- How to complete this task -
Read the data below line by line and copy each one with "dead" in it.

- Dataset -
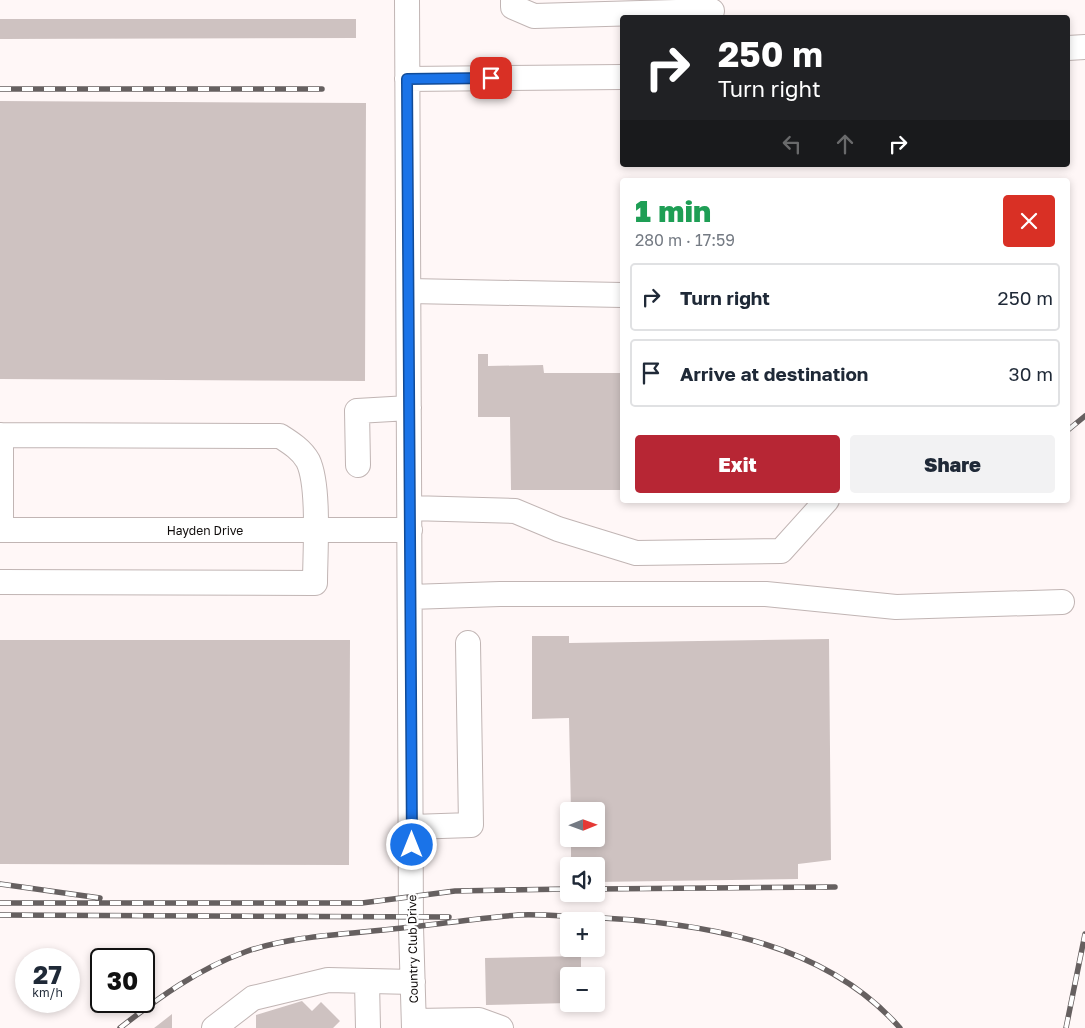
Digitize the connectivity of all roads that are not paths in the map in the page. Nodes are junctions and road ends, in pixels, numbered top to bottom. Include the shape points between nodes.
1 (407, 0) edge
2 (513, 0) edge
3 (712, 9) edge
4 (1085, 47) edge
5 (1070, 48) edge
6 (620, 77) edge
7 (407, 79) junction
8 (409, 290) junction
9 (620, 296) edge
10 (409, 408) junction
11 (0, 435) edge
12 (358, 465) dead end
13 (824, 503) edge
14 (410, 519) junction
15 (0, 530) edge
16 (315, 530) junction
17 (0, 582) edge
18 (410, 597) junction
19 (1062, 602) dead end
20 (468, 643) dead end
21 (412, 827) junction
22 (367, 982) junction
23 (413, 982) junction
24 (414, 1025) edge
25 (214, 1028) edge
26 (368, 1028) edge
27 (501, 1028) edge

1 - 7 street, Country Club Drive
2 - 3 street via 513,8 534,16
4 - 5 street
6 - 7 street
7 - 8 street, Country Club Drive
8 - 9 street
8 - 10 street, Country Club Drive
10 - 12 street via 357,411
10 - 14 street, Country Club Drive
11 - 15 street
11 - 16 street via 280,436 295,445 308,461 314,479
13 - 14 street, Hayden Drive via 781,551 636,553 515,512
14 - 16 street, Hayden Drive
14 - 18 street, Country Club Drive
15 - 16 street, Hayden Drive
16 - 17 street via 315,583
18 - 19 street via 766,594 896,608
18 - 21 street, Country Club Drive
20 - 21 street via 470,825
21 - 23 street, Country Club Drive
22 - 23 street
22 - 25 street via 328,980 253,998
22 - 26 street
23 - 24 street, Country Club Drive
24 - 27 street via 479,1020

- Finished task -
12 (358, 465) dead end
19 (1062, 602) dead end
20 (468, 643) dead end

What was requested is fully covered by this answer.